Question 1
Fig. 1.1 shows a balloon filled with helium gas. (Sub-topic – 1.3)
The mass of the balloon is 120 kg.
(a) Calculate the weight of the balloon. Show your working.
▶️Answer/Explanation
Solution:
Weight is calculated using the formula:
\[ \text{Weight} = \text{mass} \times \text{acceleration due to gravity} \]
Given:
\[ \text{mass} = 120 \, \text{kg}, \quad \text{acceleration due to gravity} = 9.8 \, \text{m/s}^2 \]
Therefore:
\[ \text{Weight} = 120 \times 9.8 = 1176 \, \text{N} \]
The weight of the balloon is 1176 N.
(b) The resultant force on the balloon is 54 N. Show that the acceleration of the balloon is \(0.45 \, \text{m/s}^2\). (Sub-topic – 1.5)
▶️Answer/Explanation
Solution:
Newton’s second law states:
\[ F = ma \]
Rearranging for acceleration:
\[ a = \frac{F}{m} \]
Given:
\[ F = 54 \, \text{N}, \quad m = 120 \, \text{kg} \]
Therefore:
\[ a = \frac{54}{120} = 0.45 \, \text{m/s}^2 \]
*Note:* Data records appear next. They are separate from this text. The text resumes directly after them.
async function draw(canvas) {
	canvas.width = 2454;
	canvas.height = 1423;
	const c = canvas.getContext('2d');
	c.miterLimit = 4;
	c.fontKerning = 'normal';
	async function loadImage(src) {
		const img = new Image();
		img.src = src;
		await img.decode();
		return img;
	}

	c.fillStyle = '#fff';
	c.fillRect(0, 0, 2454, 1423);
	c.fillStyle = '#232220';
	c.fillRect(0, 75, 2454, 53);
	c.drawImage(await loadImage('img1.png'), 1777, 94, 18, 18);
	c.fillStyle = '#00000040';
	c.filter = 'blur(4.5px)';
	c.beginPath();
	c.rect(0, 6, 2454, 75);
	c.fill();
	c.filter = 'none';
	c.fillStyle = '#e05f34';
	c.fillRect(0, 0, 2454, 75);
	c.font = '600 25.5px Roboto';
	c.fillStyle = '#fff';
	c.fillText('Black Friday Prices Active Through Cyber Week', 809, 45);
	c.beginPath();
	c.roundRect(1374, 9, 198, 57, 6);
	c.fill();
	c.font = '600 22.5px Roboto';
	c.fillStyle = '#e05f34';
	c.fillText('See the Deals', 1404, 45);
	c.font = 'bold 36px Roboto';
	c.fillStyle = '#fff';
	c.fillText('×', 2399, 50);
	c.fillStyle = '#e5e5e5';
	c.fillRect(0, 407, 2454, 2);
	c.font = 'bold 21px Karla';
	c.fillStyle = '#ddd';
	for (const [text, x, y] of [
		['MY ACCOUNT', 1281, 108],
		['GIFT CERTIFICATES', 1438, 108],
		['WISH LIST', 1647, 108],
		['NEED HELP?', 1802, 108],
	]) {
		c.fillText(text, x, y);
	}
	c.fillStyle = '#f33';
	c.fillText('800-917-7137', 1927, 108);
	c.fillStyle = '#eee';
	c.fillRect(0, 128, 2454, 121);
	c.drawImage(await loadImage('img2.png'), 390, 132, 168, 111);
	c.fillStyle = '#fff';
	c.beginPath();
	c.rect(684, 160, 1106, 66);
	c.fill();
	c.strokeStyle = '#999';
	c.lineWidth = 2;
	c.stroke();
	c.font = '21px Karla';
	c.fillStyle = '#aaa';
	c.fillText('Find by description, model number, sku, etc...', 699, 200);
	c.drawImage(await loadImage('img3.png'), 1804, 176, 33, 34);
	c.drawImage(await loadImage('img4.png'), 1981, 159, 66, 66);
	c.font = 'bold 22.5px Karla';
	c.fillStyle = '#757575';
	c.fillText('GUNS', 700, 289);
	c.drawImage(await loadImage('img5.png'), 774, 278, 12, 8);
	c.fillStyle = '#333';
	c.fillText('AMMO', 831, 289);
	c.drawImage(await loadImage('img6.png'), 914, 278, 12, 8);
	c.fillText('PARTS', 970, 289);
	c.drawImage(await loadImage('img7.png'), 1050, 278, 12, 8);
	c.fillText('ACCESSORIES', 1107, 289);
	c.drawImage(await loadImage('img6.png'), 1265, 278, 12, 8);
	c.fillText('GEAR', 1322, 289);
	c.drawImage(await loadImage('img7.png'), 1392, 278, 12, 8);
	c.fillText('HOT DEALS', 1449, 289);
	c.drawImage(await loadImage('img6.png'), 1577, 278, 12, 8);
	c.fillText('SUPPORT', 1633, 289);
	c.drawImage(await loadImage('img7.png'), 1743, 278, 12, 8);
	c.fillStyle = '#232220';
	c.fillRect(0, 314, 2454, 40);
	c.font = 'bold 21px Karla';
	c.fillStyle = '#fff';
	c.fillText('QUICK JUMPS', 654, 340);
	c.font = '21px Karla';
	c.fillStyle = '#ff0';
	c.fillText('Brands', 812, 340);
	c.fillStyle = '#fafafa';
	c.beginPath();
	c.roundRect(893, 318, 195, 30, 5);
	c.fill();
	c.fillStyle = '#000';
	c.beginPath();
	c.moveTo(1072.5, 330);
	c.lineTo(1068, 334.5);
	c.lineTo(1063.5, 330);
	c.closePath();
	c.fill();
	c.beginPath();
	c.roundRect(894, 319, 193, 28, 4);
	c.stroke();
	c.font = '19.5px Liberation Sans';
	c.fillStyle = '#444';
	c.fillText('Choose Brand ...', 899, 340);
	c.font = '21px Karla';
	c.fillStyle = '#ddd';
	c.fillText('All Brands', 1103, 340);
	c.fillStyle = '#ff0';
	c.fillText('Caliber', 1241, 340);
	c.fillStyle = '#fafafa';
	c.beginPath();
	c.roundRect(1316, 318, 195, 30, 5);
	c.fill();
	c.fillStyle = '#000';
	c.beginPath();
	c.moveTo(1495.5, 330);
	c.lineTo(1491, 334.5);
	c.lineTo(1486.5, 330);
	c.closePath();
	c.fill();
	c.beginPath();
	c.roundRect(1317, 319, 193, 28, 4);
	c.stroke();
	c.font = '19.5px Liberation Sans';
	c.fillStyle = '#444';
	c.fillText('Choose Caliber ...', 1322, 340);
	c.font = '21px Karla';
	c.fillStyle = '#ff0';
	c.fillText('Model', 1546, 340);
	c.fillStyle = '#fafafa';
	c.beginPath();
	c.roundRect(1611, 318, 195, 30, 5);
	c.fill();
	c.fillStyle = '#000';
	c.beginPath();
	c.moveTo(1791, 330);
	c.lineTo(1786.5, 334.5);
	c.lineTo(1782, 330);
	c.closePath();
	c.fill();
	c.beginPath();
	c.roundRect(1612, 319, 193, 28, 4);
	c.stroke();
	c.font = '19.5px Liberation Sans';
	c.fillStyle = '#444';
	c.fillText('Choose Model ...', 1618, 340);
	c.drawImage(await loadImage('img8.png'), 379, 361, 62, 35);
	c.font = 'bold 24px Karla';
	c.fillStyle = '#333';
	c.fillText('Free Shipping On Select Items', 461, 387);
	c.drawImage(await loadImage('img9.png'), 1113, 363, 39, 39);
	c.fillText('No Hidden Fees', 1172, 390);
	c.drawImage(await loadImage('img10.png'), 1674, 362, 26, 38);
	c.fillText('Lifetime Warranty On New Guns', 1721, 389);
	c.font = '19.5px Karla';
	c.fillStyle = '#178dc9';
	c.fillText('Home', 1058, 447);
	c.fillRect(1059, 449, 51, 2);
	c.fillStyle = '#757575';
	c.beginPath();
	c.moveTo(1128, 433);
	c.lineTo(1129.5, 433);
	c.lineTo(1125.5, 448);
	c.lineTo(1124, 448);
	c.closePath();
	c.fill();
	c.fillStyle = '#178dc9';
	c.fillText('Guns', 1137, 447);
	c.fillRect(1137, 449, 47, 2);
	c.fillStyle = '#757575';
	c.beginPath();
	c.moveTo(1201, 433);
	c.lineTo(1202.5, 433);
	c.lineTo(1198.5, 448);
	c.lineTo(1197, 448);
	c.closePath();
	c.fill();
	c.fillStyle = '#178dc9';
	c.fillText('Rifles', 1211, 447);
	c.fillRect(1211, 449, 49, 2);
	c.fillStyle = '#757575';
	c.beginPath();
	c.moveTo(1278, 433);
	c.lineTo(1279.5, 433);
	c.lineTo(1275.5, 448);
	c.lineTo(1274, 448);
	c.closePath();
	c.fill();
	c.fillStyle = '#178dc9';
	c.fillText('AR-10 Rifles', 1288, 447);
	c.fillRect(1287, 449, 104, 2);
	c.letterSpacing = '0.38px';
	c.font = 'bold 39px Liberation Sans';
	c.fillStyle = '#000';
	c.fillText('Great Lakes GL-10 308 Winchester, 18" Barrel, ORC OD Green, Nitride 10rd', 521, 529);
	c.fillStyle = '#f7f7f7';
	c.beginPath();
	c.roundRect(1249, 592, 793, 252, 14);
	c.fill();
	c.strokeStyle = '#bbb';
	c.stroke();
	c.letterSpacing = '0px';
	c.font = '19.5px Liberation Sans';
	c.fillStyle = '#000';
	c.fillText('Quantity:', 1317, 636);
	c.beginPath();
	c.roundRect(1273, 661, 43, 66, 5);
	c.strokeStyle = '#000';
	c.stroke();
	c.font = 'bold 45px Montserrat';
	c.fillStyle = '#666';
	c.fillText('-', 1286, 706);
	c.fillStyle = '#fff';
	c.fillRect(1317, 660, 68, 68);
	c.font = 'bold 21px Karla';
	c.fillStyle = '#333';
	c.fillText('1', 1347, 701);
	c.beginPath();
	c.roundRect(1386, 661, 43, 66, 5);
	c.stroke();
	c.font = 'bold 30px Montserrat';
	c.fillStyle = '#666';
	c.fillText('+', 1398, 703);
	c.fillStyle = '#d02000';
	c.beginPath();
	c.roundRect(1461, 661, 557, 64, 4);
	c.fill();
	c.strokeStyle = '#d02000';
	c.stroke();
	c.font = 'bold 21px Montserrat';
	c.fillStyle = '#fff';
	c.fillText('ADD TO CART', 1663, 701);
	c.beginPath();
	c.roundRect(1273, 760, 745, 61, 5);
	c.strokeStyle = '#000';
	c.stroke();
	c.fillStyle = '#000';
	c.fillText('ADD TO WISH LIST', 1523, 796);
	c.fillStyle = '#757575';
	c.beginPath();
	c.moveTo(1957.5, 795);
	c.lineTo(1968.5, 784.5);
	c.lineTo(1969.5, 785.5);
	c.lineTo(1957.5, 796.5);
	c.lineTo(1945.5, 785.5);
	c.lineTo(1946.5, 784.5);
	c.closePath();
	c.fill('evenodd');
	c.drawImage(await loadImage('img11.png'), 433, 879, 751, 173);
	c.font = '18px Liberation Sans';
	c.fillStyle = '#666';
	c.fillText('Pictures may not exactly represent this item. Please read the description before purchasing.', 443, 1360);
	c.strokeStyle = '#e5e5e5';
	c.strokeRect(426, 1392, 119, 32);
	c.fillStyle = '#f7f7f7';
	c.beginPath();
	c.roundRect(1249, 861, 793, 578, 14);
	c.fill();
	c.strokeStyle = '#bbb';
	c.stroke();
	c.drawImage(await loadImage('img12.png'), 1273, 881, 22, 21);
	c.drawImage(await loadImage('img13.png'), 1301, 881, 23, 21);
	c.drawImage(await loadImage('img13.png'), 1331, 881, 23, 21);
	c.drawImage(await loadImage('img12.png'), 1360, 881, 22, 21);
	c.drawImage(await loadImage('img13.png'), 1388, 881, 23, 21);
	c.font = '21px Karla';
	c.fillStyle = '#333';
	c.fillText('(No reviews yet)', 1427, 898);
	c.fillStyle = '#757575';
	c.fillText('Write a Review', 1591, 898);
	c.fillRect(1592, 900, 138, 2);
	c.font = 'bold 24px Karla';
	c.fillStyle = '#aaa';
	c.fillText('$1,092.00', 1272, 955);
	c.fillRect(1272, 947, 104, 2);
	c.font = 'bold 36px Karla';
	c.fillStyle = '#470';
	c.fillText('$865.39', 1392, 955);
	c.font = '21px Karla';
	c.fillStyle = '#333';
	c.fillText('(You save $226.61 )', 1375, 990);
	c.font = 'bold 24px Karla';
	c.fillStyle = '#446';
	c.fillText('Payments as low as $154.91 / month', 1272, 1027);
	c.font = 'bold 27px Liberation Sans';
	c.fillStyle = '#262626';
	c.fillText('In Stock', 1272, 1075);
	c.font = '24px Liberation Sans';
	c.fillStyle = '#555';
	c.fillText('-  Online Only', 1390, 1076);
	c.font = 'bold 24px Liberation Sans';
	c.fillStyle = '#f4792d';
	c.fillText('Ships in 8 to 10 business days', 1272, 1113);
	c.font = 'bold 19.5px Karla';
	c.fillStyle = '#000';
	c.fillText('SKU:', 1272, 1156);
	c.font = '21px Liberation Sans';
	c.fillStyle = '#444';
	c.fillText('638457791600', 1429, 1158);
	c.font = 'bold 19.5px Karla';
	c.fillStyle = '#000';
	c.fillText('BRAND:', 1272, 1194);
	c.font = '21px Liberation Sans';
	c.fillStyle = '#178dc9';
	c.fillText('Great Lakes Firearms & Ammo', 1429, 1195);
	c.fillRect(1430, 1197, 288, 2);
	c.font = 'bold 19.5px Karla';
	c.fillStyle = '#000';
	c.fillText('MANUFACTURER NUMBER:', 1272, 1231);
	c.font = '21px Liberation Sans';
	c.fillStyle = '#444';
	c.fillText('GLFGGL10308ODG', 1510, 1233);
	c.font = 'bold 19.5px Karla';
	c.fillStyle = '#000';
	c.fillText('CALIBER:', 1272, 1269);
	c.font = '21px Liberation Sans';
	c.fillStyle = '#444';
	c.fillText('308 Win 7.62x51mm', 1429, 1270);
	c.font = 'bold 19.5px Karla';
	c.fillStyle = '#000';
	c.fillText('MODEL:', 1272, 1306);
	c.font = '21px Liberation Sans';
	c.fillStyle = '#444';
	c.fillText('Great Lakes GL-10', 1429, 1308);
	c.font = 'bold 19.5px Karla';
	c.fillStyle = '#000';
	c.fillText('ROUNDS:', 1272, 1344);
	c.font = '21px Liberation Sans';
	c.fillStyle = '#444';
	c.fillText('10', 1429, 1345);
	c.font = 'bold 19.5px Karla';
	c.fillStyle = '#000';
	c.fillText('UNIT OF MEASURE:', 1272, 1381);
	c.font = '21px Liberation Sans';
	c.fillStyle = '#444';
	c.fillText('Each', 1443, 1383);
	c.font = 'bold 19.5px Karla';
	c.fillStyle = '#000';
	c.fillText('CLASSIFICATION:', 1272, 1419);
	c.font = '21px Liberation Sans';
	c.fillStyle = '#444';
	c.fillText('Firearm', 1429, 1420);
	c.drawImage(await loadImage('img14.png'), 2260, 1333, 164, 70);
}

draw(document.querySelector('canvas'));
The acceleration of the balloon is \(0.45 \, \text{m/s}^2\).
(c) The balloon accelerates upwards from rest at \(0.45 \, \text{m/s}^2\) for 8.0 s. Calculate the velocity of the balloon after 8.0 s. (Sub-topic – 1.2)
▶️Answer/Explanation
Solution:
The final velocity can be calculated using the formula:
\[ v = u + at \]
Given:
\[ u = 0 \, \text{m/s}, \quad a = 0.45 \, \text{m/s}^2, \quad t = 8.0 \, \text{s} \]
Therefore:
\[ v = 0 + (0.45 \times 8.0) = 3.6 \, \text{m/s} \]
The velocity of the balloon after 8.0 s is 3.6 m/s.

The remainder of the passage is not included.